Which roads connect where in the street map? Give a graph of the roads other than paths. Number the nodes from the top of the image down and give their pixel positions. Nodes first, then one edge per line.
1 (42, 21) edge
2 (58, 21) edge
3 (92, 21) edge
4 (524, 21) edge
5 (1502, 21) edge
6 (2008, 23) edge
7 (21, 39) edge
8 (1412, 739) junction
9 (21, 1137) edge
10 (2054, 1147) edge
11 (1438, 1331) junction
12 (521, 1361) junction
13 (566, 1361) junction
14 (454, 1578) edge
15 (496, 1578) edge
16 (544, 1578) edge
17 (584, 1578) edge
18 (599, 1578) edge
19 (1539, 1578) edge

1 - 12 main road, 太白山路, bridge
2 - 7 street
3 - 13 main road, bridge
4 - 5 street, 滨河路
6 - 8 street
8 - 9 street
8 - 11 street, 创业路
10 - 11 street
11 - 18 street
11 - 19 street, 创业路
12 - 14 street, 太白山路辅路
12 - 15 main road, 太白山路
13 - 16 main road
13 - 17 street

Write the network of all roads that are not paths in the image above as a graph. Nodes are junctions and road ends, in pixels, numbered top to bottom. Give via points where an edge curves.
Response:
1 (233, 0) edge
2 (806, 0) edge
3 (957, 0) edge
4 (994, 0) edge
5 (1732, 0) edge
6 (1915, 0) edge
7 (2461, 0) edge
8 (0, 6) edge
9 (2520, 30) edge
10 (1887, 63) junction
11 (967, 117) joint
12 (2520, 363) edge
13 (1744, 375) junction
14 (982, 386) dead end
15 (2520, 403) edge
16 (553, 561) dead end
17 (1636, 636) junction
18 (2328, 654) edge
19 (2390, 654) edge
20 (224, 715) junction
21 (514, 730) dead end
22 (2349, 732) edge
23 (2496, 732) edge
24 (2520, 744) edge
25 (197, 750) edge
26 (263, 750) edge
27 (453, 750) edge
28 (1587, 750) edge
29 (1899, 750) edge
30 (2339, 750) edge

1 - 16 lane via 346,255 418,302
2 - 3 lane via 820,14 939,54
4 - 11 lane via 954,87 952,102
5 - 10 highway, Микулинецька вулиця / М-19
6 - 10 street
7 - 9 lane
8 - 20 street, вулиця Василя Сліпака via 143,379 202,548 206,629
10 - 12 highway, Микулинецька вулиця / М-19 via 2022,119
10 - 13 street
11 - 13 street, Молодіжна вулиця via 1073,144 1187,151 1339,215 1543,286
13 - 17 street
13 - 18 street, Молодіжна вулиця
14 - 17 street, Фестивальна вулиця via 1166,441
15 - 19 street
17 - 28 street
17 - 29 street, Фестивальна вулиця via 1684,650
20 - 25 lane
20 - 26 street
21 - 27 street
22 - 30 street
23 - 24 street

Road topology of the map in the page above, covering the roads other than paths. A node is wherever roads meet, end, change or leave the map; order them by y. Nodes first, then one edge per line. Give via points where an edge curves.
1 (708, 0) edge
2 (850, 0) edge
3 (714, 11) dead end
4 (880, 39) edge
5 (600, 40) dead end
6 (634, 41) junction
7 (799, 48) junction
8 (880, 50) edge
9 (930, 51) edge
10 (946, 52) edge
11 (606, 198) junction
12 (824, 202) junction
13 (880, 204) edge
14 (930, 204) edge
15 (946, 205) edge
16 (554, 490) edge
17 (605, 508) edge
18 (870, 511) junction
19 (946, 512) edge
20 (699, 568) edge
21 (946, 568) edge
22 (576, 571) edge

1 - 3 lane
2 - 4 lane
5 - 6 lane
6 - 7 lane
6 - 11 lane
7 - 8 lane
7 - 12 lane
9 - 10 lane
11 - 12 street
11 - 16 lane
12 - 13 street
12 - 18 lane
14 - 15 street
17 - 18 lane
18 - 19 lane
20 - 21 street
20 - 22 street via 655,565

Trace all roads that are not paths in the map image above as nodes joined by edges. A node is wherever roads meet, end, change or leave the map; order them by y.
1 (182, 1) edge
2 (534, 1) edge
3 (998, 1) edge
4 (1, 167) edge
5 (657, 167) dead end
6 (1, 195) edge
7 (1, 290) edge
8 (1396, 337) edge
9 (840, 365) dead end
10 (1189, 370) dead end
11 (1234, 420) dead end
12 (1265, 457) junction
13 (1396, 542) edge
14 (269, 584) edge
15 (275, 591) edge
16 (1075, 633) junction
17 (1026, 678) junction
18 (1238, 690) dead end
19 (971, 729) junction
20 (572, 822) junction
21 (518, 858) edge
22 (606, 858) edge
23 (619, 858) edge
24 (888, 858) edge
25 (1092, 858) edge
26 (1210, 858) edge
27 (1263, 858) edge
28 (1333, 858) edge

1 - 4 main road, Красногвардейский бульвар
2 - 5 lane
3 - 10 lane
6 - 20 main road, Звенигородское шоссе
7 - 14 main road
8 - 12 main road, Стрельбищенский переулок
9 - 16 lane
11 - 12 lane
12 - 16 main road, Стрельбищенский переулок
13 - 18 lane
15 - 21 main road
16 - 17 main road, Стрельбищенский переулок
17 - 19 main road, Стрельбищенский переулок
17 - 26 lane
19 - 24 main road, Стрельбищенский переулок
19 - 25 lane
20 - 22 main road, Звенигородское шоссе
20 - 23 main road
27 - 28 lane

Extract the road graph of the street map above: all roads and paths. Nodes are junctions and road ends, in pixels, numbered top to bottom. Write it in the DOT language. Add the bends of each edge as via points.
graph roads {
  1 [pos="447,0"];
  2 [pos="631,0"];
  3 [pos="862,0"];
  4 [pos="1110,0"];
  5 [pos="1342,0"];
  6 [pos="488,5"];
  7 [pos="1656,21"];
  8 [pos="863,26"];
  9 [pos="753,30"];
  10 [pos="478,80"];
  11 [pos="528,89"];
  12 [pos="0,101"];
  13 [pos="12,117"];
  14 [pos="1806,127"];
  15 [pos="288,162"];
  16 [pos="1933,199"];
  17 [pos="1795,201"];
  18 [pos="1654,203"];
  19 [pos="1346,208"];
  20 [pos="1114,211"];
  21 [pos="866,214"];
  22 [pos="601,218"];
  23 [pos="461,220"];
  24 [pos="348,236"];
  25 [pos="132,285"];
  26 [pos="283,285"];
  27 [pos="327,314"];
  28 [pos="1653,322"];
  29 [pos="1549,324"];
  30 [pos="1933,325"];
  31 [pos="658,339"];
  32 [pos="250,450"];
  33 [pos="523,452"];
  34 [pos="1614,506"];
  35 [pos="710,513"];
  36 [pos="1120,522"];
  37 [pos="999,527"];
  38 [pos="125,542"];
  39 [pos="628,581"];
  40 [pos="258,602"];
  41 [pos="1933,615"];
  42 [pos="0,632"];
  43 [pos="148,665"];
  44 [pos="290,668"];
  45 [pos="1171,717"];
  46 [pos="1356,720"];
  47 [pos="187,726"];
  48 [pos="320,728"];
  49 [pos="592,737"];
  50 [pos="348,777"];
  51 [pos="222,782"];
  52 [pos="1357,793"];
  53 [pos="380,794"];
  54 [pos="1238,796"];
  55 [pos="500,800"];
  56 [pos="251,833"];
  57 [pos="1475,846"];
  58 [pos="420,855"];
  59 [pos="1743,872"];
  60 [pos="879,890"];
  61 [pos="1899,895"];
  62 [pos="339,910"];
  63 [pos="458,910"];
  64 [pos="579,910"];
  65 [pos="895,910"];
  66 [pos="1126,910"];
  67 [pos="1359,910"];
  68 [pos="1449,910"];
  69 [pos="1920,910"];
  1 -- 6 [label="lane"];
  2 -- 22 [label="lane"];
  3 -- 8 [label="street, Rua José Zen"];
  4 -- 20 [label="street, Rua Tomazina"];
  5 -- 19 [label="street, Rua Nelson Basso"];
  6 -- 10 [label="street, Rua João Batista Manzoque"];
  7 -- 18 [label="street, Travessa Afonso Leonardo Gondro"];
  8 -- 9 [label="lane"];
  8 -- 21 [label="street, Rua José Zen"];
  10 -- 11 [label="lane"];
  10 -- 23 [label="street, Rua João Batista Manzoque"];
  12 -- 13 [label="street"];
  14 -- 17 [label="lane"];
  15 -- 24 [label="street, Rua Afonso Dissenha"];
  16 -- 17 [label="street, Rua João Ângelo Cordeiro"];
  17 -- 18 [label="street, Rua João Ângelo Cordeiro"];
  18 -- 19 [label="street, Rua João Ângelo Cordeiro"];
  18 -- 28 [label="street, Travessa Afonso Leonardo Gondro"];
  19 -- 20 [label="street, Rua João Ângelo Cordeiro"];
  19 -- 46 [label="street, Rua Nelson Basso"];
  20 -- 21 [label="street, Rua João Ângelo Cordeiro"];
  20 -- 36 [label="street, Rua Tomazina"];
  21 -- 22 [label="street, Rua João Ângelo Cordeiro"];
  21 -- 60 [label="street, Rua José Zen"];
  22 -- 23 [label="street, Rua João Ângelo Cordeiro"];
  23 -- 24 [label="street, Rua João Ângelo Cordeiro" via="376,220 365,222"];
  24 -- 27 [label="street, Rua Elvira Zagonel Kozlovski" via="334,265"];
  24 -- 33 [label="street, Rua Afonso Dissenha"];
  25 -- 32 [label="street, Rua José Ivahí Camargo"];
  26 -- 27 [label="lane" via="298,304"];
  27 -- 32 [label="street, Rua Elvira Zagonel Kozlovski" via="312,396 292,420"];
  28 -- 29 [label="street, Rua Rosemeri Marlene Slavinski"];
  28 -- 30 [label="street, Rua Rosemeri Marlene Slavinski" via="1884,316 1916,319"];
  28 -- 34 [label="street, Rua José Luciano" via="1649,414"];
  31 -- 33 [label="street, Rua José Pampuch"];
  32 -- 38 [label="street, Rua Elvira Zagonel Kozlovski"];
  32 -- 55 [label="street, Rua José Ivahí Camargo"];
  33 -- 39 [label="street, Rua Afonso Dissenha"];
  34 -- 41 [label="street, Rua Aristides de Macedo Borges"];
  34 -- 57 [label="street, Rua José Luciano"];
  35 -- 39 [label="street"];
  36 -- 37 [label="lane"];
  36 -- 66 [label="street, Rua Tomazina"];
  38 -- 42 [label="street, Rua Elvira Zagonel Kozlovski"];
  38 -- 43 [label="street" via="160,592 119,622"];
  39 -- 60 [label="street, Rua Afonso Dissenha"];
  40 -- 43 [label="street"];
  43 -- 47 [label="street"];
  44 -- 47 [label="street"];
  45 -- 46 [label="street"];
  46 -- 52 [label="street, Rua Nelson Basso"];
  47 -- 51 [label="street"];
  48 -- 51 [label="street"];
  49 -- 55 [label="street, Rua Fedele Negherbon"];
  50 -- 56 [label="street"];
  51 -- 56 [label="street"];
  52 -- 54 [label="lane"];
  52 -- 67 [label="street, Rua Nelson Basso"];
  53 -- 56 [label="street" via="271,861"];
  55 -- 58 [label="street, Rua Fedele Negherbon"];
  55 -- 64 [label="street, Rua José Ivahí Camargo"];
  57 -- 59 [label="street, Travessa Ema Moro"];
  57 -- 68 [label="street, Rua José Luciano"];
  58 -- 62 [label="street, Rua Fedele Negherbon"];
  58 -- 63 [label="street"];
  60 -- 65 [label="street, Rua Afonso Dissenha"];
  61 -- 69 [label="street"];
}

──────────────────────────────

Exercise prompt:
Tell how many lines above hold "highway", nothing more.

Reply to the task:
2